There are several ways to create arrays in NumPy:

### 1. Using `np.array`

Convert a Python list into a NumPy array.

In [None]:
data = [10, 20, 30, 40, 50]
arr = np.array(data)
print('NumPy array:', arr)

### 2. Using `np.zeros` and `np.ones`

- `np.zeros(shape)` creates an array filled with zeros.
- `np.ones(shape)` creates an array filled with ones.

In [None]:
# Array of zeros: 3 rows x 4 columns
zeros_array = np.zeros((3, 4))
print('Zeros array:\n', zeros_array)

# Array of ones: 2 rows x 5 columns
ones_array = np.ones((2, 5))
print('Ones array:\n', ones_array)

### 3. Using `np.arange` and `np.linspace`

- `np.arange(start, stop, step)` creates an array with evenly spaced values.
- `np.linspace(start, stop, num)` creates an array with a specified number of evenly spaced values.

In [None]:
# Using np.arange: values from 0 to 8 with step 2
arange_array = np.arange(0, 10, 2)
print('np.arange:', arange_array)

# Using np.linspace: 5 values evenly spaced between 0 and 1
linspace_array = np.linspace(0, 1, 5)
print('np.linspace:', linspace_array)

## Array Attributes

Every NumPy array has several useful attributes:

- **`shape`**: The dimensions of the array (rows, columns, etc.)
- **`dtype`**: The data type of the elements
- **`size`**: Total number of elements in the array
- **`ndim`**: Number of dimensions (axes) of the array

In [None]:
arr_example = np.array([[1, 2, 3], [4, 5, 6]])
print('Array:')
print(arr_example)

print('Shape:', arr_example.shape)
print('Data type:', arr_example.dtype)
print('Size:', arr_example.size)
print('Number of dimensions:', arr_example.ndim)

## Array Operations

### Indexing and Slicing

You can access elements in a NumPy array similar to Python lists:

- **Indexing:** Use square brackets `[]` with the index (starting at 0) to get a single element.
- **Slicing:** Use the colon `:` to extract a subset of the array.

In [None]:
sample_array = np.array([10, 20, 30, 40, 50])

# Indexing: Get the third element (index 2)
print('Third element:', sample_array[2])

# Slicing: Get elements from index 1 to 3 (index 4 is excluded)
print('Slice from index 1 to 4:', sample_array[1:4])

### Mathematical Operations (Element-wise)

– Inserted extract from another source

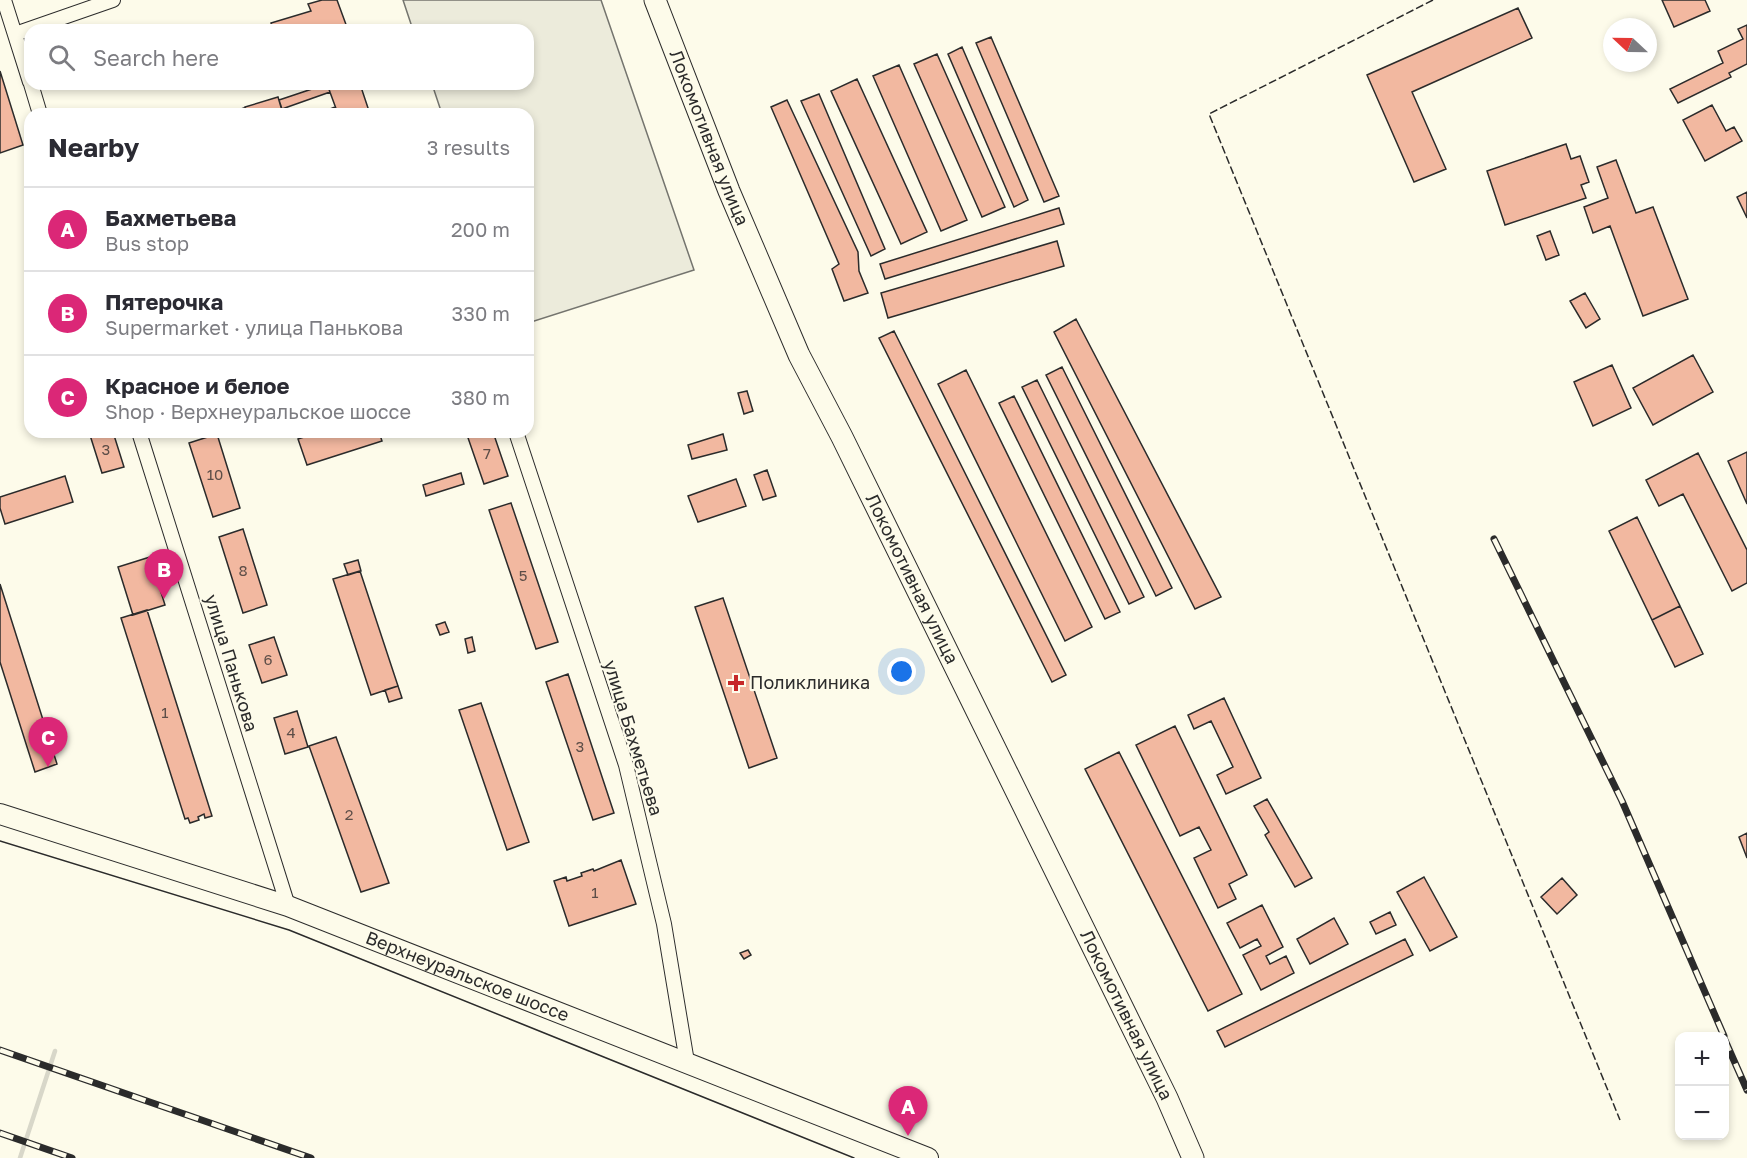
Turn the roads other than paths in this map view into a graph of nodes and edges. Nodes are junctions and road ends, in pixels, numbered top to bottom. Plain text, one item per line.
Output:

NumPy allows you to perform arithmetic operations on arrays element-wise.

In [None]:
a = np.array([1, 2, 3])
b = np.array([4, 5, 6])

print('Addition:', a + b)
print('Subtraction:', a - b)
print('Multiplication:', a * b)
print('Division:', a / b)

### Broadcasting

Broadcasting allows NumPy to perform operations on arrays of different shapes by "stretching" the smaller array along the missing dimensions. For example, adding a vector to each row of a matrix.

In [None]:
matrix = np.array([[1, 2, 3],
                   [4, 5, 6]])
vector = np.array([1, 0, 1])

# Broadcasting: Add the vector to each row of the matrix
result = matrix + vector
print('Matrix:\n', matrix)
print('Vector:', vector)
print('Result of broadcasting addition:\n', result)

### Aggregation Functions

NumPy provides functions to aggregate values in an array:

- **`np.sum()`**: Sum of all elements
- **`np.mean()`**: Mean (average) of elements
- **`np.std()`**: Standard deviation
- **`np.min()`**: Minimum value
- **`np.max()`**: Maximum value

In [None]:
data = np.array([1, 2, 3, 4, 5])

print('Sum:', np.sum(data))
print('Mean:', np.mean(data))
print('Standard Deviation:', np.std(data))
print('Minimum:', np.min(data))
print('Maximum:', np.max(data))

## Matrix Operations

### Creating Matrices

NumPy offers functions to create special matrices:

- **`np.eye(n)`**: Creates an *n x n* identity matrix
- **`np.random.rand(m, n)`**: Creates an *m x n* matrix with random values between 0 and 1

In [None]:
# Identity matrix of size 4x4
identity_matrix = np.eye(4)
print('Identity Matrix:\n', identity_matrix)

# Random 3x3 matrix
random_matrix = np.random.rand(3, 3)
print('Random Matrix:\n', random_matrix)

### Matrix Multiplication

Perform matrix multiplication using either `np.dot` or the `@` operator.

In [None]:
A = np.array([[1, 2], [3, 4]])
B = np.array([[5, 6], [7, 8]])

# Using np.dot
product_dot = np.dot(A, B)
print('Matrix multiplication using np.dot:\n', product_dot)

# Using @ operator
product_at = A @ B
print('Matrix multiplication using @ operator:\n', product_at)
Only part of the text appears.